■ What you need to do ■
The entries follow. Please return all of them exactly.

■ The records ■
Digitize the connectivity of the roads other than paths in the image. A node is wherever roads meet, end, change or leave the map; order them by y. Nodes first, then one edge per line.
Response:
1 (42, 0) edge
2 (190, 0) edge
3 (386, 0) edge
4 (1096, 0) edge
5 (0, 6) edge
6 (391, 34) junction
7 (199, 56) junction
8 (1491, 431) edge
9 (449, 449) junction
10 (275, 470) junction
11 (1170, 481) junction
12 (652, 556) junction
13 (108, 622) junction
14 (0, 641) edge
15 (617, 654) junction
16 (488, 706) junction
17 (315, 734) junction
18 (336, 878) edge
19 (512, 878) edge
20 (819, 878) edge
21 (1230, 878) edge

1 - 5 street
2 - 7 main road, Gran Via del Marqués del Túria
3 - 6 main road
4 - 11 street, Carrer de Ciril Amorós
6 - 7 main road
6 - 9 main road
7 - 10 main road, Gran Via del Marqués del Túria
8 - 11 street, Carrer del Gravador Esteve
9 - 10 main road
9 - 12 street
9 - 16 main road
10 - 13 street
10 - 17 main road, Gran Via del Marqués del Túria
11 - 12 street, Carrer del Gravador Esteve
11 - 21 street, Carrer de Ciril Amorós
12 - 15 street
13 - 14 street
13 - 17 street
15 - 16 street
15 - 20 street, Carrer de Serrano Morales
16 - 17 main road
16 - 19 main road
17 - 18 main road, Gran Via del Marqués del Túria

■ Answer to this exercise ■
Digitize the connectivity of the roads other than paths in the image. A node is wherever roads meet, end, change or leave the map; order them by y. Nodes first, then one edge per line.
Response:
1 (42, 0) edge
2 (190, 0) edge
3 (386, 0) edge
4 (1096, 0) edge
5 (0, 6) edge
6 (391, 34) junction
7 (199, 56) junction
8 (1491, 431) edge
9 (449, 449) junction
10 (275, 470) junction
11 (1170, 481) junction
12 (652, 556) junction
13 (108, 622) junction
14 (0, 641) edge
15 (617, 654) junction
16 (488, 706) junction
17 (315, 734) junction
18 (336, 878) edge
19 (512, 878) edge
20 (819, 878) edge
21 (1230, 878) edge

1 - 5 street
2 - 7 main road, Gran Via del Marqués del Túria
3 - 6 main road
4 - 11 street, Carrer de Ciril Amorós
6 - 7 main road
6 - 9 main road
7 - 10 main road, Gran Via del Marqués del Túria
8 - 11 street, Carrer del Gravador Esteve
9 - 10 main road
9 - 12 street
9 - 16 main road
10 - 13 street
10 - 17 main road, Gran Via del Marqués del Túria
11 - 12 street, Carrer del Gravador Esteve
11 - 21 street, Carrer de Ciril Amorós
12 - 15 street
13 - 14 street
13 - 17 street
15 - 16 street
15 - 20 street, Carrer de Serrano Morales
16 - 17 main road
16 - 19 main road
17 - 18 main road, Gran Via del Marqués del Túria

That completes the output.